In the data below, locate each line with the word "side" and list it.
--- Records supplied Enclosed Below ---
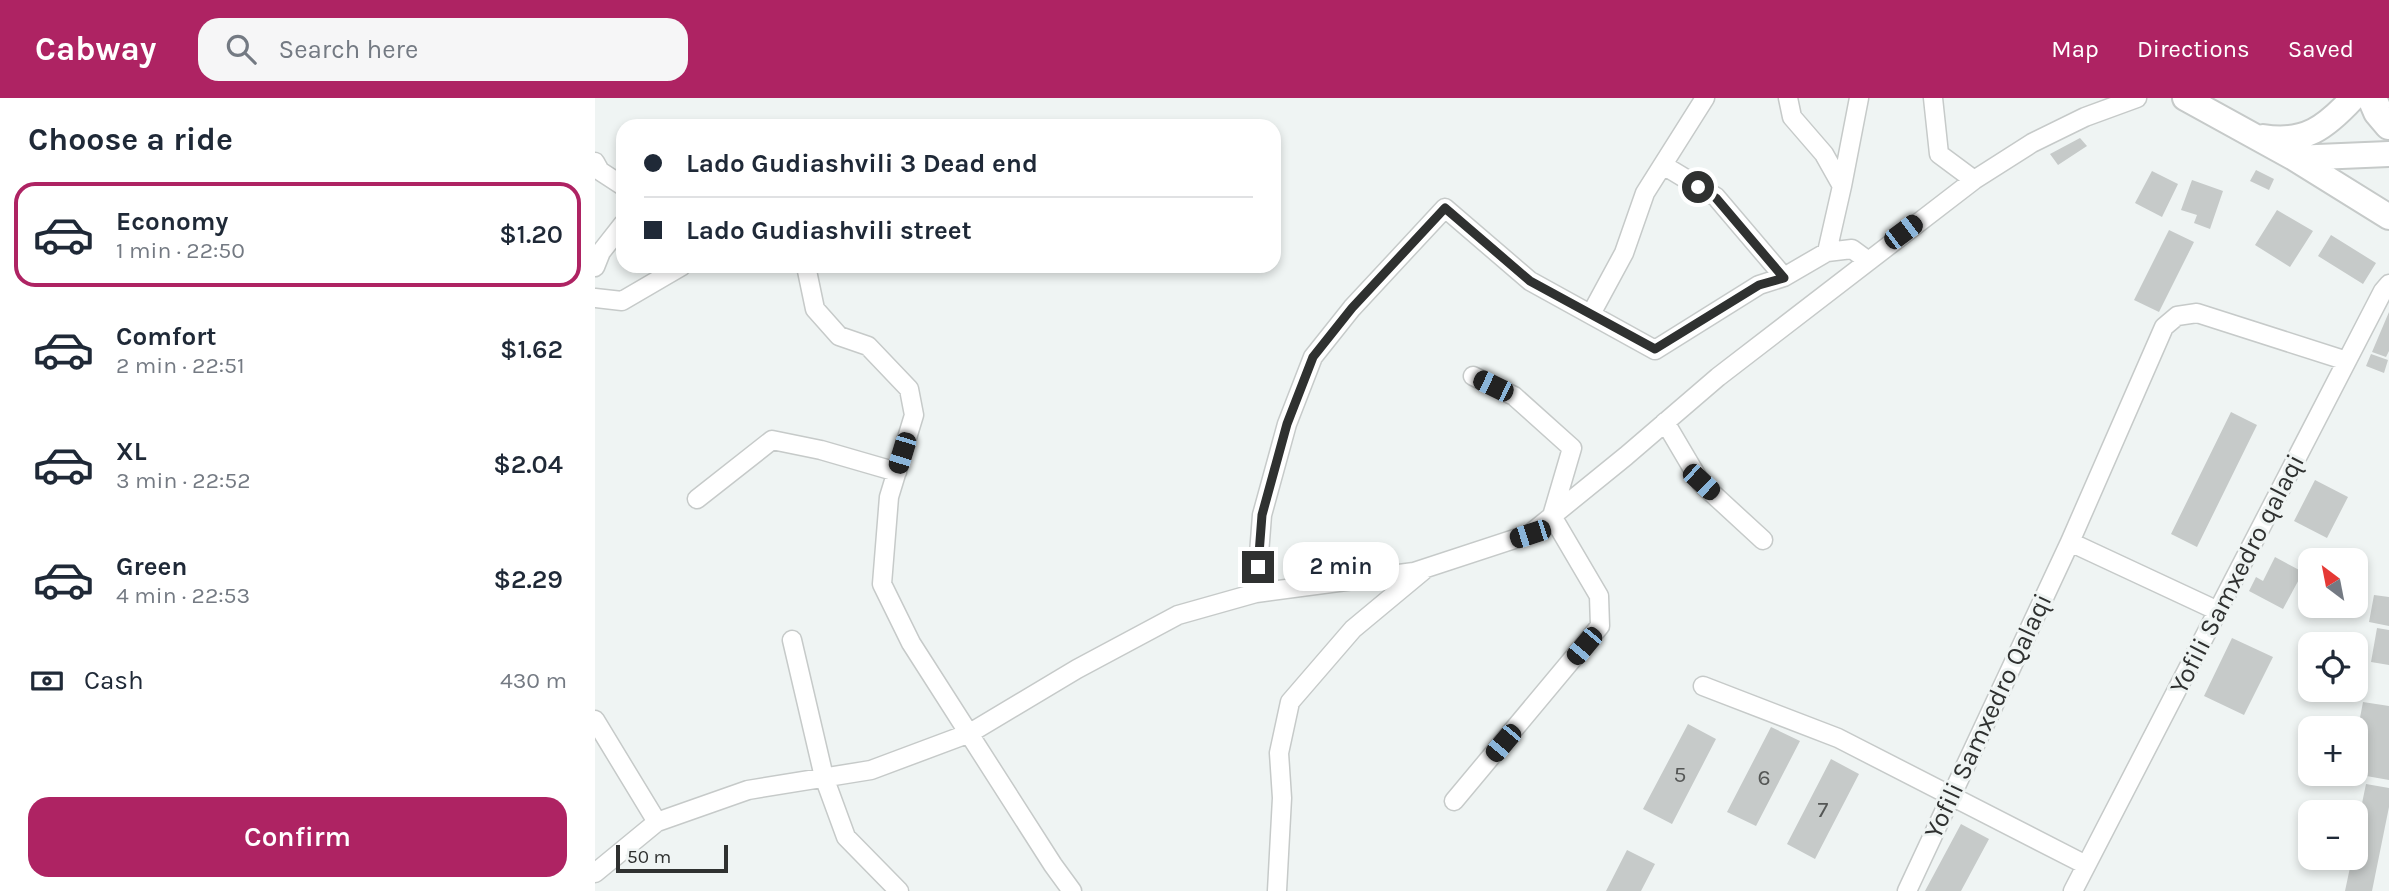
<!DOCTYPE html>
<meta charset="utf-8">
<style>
:root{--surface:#fff;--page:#f6f6f7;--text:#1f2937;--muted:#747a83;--line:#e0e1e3;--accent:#ae2363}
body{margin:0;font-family:Karla,sans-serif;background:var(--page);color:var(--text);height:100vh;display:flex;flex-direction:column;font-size:26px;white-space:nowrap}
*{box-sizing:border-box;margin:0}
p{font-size:23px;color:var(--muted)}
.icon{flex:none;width:38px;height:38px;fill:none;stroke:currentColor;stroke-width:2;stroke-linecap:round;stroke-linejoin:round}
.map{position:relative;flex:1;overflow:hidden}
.side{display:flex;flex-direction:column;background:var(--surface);width:595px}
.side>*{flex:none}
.hud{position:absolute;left:21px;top:21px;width:665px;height:154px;border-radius:21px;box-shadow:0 4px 10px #0003;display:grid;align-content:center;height:154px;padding:0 28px;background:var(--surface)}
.needle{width:46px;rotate:328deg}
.tools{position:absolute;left:1703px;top:450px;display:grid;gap:14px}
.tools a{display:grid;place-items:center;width:70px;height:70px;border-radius:14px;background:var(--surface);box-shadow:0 4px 10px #0003;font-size:35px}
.scale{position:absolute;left:21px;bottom:18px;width:112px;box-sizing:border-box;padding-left:7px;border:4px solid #2f3130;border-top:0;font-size:19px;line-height:24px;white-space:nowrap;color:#2f3130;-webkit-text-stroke:5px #eff4f3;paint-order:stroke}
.end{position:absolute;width:32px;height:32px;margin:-16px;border:9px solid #2f3130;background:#fff;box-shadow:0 0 0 4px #fff}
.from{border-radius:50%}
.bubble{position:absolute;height:49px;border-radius:21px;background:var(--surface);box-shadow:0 4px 10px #0003;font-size:23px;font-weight:600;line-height:49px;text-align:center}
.car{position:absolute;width:21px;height:42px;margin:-21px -10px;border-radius:9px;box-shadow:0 0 5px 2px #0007;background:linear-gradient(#222 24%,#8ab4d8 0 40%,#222 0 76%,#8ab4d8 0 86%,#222 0)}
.hud b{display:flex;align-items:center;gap:24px;height:66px;font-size:26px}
.hud b+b{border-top:2px solid var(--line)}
.hud i{width:18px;height:18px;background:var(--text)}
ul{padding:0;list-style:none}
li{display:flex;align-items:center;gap:21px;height:105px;margin:0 14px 10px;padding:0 14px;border:4px solid transparent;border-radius:21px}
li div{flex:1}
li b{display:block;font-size:26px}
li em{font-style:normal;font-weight:600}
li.active{border-color:var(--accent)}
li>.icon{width:63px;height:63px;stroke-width:1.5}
h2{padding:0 28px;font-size:32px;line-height:84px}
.pay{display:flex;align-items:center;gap:18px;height:77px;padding:0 28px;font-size:26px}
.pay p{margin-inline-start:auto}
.primary-button{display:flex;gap:14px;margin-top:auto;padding:14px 28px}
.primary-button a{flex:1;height:80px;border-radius:21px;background:var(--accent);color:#fff;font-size:28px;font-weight:600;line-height:80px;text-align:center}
header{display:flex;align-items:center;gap:42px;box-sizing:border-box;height:98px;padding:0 35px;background:var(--accent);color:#fff}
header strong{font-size:33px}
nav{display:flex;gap:38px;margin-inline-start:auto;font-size:24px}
.search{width:490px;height:63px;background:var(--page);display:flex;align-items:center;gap:18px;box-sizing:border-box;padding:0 24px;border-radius:21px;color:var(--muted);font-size:26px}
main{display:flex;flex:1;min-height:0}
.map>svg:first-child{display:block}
.building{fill:#c6cac9}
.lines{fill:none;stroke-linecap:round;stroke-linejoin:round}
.minor-casing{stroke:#c6cac9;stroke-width:21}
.secondary-casing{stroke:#c6cac9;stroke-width:28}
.trunk-casing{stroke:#c6cac9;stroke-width:32}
.minor{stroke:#fff;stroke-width:18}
.secondary{stroke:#fff;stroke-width:24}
.trunk{stroke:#fff;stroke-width:28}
.route{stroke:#2f3130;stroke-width:9}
.labels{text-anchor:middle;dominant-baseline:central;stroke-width:6;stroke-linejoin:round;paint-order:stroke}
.number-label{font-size:23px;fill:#555756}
.street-label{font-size:26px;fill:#2f3130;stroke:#eff4f3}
</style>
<header>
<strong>Cabway</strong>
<div class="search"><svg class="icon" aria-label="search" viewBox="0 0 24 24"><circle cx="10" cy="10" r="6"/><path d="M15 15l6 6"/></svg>Search here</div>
<nav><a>Map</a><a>Directions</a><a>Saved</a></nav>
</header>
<main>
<section class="side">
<h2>Choose a ride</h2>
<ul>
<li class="active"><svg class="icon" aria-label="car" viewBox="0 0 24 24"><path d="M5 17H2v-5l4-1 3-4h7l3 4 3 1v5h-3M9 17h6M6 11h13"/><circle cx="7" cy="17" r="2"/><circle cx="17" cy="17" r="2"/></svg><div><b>Economy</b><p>1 min · 22:50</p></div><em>$1.20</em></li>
<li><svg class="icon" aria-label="car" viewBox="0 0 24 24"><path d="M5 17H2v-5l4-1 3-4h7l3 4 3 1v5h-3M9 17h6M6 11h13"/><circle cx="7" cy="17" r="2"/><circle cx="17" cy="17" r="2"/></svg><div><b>Comfort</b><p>2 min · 22:51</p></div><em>$1.62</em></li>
<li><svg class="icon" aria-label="car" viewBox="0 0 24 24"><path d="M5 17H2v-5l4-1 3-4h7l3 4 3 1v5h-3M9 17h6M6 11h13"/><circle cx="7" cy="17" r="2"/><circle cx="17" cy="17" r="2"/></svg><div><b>XL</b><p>3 min · 22:52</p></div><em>$2.04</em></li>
<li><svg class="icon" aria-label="car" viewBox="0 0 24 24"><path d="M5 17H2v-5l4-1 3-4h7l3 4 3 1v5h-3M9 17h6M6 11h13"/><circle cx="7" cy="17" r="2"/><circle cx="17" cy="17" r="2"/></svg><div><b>Green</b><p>4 min · 22:53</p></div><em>$2.29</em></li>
</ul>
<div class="pay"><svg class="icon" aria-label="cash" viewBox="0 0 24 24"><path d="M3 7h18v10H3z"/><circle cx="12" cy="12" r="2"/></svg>Cash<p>430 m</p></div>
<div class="primary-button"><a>Confirm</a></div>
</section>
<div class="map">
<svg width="1794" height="793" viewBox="0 0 1794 793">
<rect width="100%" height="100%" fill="#eff4f3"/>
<path class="building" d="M 1485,40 L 1492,48 L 1463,67 L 1455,56 Z
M 1661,72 L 1679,81 L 1674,92 L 1655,83 Z
M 1557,73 L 1583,86 L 1567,119 L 1540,105 Z
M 1597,82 L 1628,93 L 1615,131 L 1599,125 L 1602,117 L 1586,112 Z
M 1682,112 L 1718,133 L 1695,169 L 1660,147 Z
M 1574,132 L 1599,144 L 1564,214 L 1539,202 Z
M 1736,137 L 1781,165 L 1768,186 L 1723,158 Z
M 1794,214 L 1794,253 L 1791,259 L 1777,254 Z
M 1776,256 L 1793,262 L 1789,275 L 1771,268 Z
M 1636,314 L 1662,327 L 1602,449 L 1576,436 Z
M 1720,382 L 1753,399 L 1732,440 L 1699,423 Z
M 1680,459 L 1708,474 L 1688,511 L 1654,493 L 1661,479 L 1668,483 Z
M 1779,497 L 1794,499 L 1794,528 L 1774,524 Z
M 1782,530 L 1794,532 L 1794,567 L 1776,564 Z
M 1637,540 L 1678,559 L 1649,617 L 1609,598 Z
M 1768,604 L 1794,608 L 1794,682 L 1760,676 L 1760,646 Z
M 1093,626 L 1121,641 L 1077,726 L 1048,711 Z
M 1176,629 L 1205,643 L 1161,728 L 1132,714 Z
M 1236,661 L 1264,676 L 1220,761 L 1192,746 Z
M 1771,686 L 1794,690 L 1794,709 L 1777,793 L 1750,793 L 1757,760 L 1760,760 L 1760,739 Z
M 1366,726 L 1394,741 L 1366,793 L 1330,793 Z
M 1032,752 L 1060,766 L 1046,793 L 1011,793 Z"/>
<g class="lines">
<defs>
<path id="minor" d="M 1193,0 L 1197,19 L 1229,56 L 1247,88 L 1232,154
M 1338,0 L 1344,56 L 1379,82
M 0,64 L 5,73 L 28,88
M 1068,67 L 1121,99 L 1189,179
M 1247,88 L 1264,0
M 211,168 L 220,211 L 244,238 L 273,248 L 314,291 L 319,317 L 294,399 L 287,486 L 316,545 L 458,767 L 477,793
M 0,169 L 6,154 L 28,126
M 0,200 L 27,203 L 87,168
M 996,216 L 1029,155 L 1050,95 L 1110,0
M 1070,324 L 1106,385 L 1168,442
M 102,401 L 177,342 L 226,352 L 302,374
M 1475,444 L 1623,513
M 661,495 L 667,417 L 692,326 L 718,259 L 757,210 L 850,110 L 935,183 L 1060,252 L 1164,187 L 1189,179 L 1232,154 L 1257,151 L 1272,162
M 197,542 L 229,679 L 251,739 L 304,793
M 1108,588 L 1243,640 L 1491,767
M 0,622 L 62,724
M 859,703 L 1005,528 L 1004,498 L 957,418 L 977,350 L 919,298 L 878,278
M 0,775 L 62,724 L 153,692 L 276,672 L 375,635 L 482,571 L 583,517 L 661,495 L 819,474 L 935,436 L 1031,358 L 1123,279 L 1379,82 L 1437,45 L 1490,19 L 1542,0
M 682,793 L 687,700 L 684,655 L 695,604 L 758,531 L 829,472
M 1312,793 L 1475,444 L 1569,229 L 1582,218 L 1602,215 L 1752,263
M 1478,793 L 1788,193 L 1794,186"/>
<path id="secondary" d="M 1590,0 L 1699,60 L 1794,119
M 1668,39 C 1710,46 1731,29 1758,0
M 1699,60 L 1794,56"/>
<path id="trunk" d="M 1777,0 L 1783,14 L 1794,27"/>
</defs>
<use href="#minor" class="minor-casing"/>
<use href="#secondary" class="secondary-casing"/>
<use href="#trunk" class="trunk-casing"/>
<use href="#minor" class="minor"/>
<use href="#secondary" class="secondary"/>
<use href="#trunk" class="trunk"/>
</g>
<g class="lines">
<path class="route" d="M 663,469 L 667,417 L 692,326 L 718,259 L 757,210 L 850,110 L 935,183 L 1060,251 L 1164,187 L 1189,180 L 1121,100 L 1103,89"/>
</g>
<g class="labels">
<g class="number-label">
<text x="1085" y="676">5</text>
<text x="1169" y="679">6</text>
<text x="1228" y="711">7</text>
</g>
<g class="street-label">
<text transform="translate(1642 476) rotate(-63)">Yofili Samxedro qalaqi</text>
<text transform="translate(1393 618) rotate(-65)">Yofili Samxedro Qalaqi</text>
</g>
</g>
</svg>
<div class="tools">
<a><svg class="needle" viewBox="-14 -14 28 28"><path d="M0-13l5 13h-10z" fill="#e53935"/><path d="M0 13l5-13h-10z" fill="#747a83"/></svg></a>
<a><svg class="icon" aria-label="locate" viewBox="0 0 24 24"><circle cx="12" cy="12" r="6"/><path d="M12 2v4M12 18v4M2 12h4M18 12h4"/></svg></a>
<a>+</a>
<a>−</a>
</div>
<div class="scale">50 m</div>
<i class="end from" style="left:1103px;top:89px"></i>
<i class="end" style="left:663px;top:469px"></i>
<div class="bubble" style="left:688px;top:444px;width:116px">2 min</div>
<i class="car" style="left:1308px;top:134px;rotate:53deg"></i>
<i class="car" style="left:898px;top:288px;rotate:296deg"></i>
<i class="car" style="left:307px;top:355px;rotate:197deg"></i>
<i class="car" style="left:1106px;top:384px;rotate:133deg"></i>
<i class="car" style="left:935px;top:436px;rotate:252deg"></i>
<i class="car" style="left:989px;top:548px;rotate:220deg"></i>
<i class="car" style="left:908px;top:645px;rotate:220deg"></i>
<div class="hud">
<b><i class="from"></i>Lado Gudiashvili 3 Dead end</b>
<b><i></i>Lado Gudiashvili street</b>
</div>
</div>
</main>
--- End of Enclosed Records supplied ---
◆ Response to this task ◆
.side{display:flex;flex-direction:column;background:var(--surface);width:595px}
.side>*{flex:none}
<section class="side">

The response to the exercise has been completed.